Educazione alla pace e al dialogo: introdurre nelle scuole programmi di educazione alla pace e al dialogo interculturale aiuta a costruire una generazione futura più consapevole e meno incline ai conflitti. Alcuni studi dimostrano che l’educazione alla risoluzione dei conflitti è efficace per ridurre la violenza e promuovere la coesione sociale e la consapevolezza ambientale e climatica. La consapevolezza del cambiamento climatico e dei suoi impatti va promossa a tutti i livelli della società. Programmi di educazione ambientale possono aiutare a ridurre i consumi non sostenibili e incoraggiare stili di vita più rispettosi dell’ambiente. La “Convenzione quadro delle Nazioni Unite sui cambiamenti climatici” promuove attivamente questo approccio attraverso iniziative educative, consapevole che la sensibilizzazione dei cittadini può accelerare il raggiungimento degli obiettivi climatici .
L’educazione e la consapevolezza possono quindi contribuire a una transizione verso modelli di comportamento più pacifici e sostenibili, riducendo le tensioni geopolitiche e promuovendo la giustizia climatica. La chiave è integrare queste dimensioni a livello educativo, mediatico e istituzionale, in modo che diventino parte integrante della società.

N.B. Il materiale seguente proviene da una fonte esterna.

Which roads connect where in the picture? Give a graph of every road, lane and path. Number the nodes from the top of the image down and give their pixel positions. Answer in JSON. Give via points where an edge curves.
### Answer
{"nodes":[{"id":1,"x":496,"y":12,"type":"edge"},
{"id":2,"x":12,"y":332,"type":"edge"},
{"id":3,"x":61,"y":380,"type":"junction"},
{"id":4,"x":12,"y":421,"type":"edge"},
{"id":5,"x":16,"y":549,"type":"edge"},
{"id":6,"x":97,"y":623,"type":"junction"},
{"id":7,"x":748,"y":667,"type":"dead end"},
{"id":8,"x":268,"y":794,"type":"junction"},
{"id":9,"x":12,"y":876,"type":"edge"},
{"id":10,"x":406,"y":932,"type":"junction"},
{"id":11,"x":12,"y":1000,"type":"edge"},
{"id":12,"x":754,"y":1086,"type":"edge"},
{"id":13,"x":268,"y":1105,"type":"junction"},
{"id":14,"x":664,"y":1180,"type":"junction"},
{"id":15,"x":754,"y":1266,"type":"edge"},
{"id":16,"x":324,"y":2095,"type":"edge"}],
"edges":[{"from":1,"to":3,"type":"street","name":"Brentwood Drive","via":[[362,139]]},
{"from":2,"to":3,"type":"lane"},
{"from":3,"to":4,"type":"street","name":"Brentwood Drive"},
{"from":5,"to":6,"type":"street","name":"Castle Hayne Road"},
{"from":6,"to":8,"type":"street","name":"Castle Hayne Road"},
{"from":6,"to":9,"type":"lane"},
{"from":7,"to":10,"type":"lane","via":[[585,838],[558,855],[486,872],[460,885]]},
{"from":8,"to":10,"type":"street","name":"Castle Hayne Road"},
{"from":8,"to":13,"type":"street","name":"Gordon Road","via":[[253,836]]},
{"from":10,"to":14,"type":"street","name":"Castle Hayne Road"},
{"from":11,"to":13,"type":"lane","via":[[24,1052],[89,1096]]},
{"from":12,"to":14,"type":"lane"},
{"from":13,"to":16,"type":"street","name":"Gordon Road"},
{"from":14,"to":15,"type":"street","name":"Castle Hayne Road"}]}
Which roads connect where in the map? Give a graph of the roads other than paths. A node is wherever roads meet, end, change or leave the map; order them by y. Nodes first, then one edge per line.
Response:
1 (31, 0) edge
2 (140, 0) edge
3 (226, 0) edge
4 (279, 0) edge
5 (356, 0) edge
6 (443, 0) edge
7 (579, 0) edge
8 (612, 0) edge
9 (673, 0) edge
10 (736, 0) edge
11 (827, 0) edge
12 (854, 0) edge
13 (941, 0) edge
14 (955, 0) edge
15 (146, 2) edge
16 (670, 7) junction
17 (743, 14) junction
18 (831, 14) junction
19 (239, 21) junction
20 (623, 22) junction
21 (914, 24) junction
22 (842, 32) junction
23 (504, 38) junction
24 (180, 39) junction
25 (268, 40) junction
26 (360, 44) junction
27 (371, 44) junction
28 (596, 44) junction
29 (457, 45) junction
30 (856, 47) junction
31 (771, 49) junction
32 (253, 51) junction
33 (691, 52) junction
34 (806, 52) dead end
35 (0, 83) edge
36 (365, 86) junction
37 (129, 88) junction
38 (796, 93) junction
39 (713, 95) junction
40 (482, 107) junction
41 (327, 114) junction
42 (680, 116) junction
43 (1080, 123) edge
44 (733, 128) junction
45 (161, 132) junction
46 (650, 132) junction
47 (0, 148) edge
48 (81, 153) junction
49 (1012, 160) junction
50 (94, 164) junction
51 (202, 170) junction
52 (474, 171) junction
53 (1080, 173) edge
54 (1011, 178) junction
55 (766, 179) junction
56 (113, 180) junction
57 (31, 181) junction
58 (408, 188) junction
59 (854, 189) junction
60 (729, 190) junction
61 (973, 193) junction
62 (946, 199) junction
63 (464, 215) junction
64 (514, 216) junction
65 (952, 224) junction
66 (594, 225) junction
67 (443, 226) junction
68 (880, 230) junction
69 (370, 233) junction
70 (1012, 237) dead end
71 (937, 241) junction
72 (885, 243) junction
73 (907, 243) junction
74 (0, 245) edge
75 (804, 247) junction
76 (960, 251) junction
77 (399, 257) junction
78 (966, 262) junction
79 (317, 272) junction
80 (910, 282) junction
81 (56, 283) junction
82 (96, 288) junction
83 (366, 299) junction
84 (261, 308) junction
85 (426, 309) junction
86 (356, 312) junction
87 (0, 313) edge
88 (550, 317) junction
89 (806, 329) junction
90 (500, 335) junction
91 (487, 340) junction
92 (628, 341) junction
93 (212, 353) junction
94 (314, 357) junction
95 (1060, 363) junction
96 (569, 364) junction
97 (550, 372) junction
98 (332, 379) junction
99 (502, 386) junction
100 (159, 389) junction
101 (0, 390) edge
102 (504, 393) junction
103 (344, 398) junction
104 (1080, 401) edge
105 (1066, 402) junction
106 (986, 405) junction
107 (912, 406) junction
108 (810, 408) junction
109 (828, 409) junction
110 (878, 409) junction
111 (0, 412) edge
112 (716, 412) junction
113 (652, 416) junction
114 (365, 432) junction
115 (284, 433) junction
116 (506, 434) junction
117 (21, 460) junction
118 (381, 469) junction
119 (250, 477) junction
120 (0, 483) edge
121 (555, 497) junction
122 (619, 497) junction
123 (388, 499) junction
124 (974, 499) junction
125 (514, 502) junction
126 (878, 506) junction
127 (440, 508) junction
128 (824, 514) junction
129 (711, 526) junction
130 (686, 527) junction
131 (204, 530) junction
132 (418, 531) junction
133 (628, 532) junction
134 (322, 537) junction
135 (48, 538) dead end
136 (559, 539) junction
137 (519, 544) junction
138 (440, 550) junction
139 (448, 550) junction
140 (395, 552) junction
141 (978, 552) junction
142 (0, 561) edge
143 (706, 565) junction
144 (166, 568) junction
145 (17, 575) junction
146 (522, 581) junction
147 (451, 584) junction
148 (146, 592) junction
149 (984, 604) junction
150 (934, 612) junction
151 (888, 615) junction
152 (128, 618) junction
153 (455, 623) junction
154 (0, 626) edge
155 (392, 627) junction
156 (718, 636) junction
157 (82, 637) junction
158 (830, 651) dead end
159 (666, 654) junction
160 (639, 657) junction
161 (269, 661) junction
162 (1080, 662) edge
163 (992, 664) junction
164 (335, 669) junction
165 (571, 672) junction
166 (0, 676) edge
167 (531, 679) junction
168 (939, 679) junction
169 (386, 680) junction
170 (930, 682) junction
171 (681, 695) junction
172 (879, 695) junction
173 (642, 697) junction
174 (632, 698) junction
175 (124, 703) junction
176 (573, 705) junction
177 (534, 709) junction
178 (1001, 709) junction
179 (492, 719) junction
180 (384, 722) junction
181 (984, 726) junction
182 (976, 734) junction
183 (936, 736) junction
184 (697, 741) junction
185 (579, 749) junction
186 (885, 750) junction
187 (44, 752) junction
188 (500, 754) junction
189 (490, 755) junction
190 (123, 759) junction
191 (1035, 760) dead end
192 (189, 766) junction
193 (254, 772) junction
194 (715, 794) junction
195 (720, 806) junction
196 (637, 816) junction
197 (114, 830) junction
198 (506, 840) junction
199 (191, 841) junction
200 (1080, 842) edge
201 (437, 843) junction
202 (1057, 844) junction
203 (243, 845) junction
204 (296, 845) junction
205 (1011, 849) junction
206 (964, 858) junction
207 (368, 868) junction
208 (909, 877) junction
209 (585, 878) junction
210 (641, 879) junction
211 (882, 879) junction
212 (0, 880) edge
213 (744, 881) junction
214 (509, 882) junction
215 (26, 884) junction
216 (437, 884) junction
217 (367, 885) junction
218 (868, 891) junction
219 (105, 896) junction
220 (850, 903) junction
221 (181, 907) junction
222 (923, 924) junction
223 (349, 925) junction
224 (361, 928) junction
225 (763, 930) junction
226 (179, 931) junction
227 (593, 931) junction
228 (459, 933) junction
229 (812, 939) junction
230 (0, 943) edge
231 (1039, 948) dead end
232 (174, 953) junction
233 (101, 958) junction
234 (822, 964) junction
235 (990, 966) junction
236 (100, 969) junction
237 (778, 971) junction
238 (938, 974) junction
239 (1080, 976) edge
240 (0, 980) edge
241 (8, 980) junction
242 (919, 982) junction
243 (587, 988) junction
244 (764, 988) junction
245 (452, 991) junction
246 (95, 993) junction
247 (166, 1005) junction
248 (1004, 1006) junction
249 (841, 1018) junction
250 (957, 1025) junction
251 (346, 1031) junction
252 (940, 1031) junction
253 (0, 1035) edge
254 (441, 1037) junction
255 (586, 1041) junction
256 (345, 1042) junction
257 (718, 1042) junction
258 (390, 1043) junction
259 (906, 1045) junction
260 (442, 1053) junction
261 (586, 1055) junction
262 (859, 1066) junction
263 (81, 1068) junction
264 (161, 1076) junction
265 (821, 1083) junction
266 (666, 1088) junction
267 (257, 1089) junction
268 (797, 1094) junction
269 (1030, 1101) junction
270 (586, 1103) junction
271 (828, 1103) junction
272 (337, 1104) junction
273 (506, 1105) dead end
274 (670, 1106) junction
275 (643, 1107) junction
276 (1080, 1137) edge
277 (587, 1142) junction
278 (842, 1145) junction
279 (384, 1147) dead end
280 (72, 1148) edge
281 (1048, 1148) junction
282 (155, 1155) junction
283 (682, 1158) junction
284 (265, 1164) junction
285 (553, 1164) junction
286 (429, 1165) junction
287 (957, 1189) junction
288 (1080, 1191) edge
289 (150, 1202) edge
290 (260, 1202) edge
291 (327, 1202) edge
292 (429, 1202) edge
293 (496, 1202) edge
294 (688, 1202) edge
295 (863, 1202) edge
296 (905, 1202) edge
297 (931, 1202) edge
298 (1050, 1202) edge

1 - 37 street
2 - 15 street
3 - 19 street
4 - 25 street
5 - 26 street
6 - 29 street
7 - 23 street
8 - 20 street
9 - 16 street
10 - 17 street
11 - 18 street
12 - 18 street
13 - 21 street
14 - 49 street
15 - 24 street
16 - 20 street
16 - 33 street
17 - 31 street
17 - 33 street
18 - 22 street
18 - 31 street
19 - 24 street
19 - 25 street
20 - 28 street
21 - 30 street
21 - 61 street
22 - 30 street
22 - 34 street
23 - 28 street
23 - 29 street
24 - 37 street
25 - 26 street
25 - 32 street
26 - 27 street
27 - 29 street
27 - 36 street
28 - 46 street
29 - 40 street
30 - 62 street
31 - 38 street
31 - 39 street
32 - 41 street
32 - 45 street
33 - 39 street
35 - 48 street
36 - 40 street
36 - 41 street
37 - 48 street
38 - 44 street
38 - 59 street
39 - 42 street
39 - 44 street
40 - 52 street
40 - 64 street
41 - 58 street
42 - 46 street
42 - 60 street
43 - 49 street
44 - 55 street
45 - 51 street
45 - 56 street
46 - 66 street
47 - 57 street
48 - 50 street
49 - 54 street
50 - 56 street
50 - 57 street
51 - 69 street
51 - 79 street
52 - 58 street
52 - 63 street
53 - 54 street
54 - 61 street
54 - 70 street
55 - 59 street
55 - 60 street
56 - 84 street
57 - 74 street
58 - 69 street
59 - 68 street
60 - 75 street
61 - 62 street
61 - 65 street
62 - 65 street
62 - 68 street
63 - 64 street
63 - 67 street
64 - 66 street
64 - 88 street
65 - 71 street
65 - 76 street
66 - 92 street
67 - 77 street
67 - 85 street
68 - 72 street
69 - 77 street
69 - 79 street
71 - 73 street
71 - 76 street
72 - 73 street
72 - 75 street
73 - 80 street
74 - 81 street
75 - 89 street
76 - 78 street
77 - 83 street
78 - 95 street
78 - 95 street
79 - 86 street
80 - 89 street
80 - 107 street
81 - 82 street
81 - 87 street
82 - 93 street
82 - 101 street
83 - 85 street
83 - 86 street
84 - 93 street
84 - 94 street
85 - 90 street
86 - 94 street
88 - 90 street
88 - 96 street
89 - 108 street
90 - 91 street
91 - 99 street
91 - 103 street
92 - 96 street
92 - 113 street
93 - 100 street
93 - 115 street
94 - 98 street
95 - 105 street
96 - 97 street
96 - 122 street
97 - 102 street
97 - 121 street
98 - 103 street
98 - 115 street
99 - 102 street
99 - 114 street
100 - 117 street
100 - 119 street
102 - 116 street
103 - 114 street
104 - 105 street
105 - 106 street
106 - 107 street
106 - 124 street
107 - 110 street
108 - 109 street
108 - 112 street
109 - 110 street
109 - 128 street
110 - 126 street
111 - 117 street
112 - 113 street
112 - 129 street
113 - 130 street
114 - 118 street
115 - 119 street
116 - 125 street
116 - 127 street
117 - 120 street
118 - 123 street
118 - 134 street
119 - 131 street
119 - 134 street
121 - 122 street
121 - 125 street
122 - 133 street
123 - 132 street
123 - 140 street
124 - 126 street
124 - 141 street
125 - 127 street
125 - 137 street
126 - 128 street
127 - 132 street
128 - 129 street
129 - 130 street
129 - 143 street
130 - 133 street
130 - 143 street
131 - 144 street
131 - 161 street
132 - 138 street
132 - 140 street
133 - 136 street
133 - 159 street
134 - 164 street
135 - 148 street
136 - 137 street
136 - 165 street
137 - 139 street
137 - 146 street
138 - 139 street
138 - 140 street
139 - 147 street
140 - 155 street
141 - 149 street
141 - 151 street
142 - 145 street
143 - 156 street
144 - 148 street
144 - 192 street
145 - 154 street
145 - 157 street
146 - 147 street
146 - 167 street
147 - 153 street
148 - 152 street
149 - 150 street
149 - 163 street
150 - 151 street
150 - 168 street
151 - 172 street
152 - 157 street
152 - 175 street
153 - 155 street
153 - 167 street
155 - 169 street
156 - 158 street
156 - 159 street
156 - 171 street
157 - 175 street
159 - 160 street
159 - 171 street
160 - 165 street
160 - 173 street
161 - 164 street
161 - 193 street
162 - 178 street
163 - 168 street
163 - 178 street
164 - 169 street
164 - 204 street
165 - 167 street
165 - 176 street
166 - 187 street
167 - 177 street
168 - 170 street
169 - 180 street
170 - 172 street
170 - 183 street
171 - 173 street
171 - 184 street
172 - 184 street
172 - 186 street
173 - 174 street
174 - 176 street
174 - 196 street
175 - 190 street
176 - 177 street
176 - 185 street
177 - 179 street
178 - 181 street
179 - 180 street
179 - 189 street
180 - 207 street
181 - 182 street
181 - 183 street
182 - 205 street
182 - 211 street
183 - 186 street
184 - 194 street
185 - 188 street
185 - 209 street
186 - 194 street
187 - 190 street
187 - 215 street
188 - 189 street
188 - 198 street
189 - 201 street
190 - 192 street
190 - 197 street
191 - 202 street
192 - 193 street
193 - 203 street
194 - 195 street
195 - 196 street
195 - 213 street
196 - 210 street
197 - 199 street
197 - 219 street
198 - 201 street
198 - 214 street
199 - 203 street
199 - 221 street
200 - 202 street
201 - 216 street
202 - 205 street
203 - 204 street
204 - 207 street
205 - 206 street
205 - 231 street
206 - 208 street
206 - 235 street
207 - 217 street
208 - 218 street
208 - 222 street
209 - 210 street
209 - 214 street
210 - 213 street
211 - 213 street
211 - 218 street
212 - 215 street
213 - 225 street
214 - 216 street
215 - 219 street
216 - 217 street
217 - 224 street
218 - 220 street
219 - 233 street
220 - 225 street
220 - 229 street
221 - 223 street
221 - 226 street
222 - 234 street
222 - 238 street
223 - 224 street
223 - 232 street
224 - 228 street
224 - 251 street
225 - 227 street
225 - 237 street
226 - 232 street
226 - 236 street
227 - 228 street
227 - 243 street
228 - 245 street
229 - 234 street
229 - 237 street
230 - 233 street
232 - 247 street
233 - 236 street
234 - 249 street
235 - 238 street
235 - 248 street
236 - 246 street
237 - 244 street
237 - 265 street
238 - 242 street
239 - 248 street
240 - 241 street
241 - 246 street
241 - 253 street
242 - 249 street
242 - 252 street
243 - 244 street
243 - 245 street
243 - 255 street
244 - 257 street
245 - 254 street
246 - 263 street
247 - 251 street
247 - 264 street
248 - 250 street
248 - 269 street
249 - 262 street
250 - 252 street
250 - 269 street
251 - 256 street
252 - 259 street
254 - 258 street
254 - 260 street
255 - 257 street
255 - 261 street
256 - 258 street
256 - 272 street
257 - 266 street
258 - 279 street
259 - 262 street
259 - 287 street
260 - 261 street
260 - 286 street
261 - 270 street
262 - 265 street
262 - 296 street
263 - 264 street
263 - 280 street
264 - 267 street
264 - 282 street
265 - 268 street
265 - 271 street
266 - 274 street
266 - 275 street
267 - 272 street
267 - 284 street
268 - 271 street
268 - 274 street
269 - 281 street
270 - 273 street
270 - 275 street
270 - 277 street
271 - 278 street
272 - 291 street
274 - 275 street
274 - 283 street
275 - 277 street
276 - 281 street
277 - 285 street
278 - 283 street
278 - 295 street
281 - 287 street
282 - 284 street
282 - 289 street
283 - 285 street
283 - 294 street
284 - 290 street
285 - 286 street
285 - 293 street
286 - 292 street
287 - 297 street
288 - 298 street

Una popolazione informata è più propensa a sostenere e partecipare a iniziative di cambiamento e a sollecitare i decisori politici su questo tema.
Queste strategie sono progettate per affrontare le sfide principali, come la fiducia tra le parti e il rispetto degli impegni. Richiedono però il sostegno di attori potenti e la volontà politica di impegnarsi a lungo termine, obiettivi difficili ma essenziali per il successo degli accordi internazionali in entrambe le aree. Affrontare questi problemi richiede uno sforzo collettivo e un impegno a lungo termine da parte di tutti i settori della società.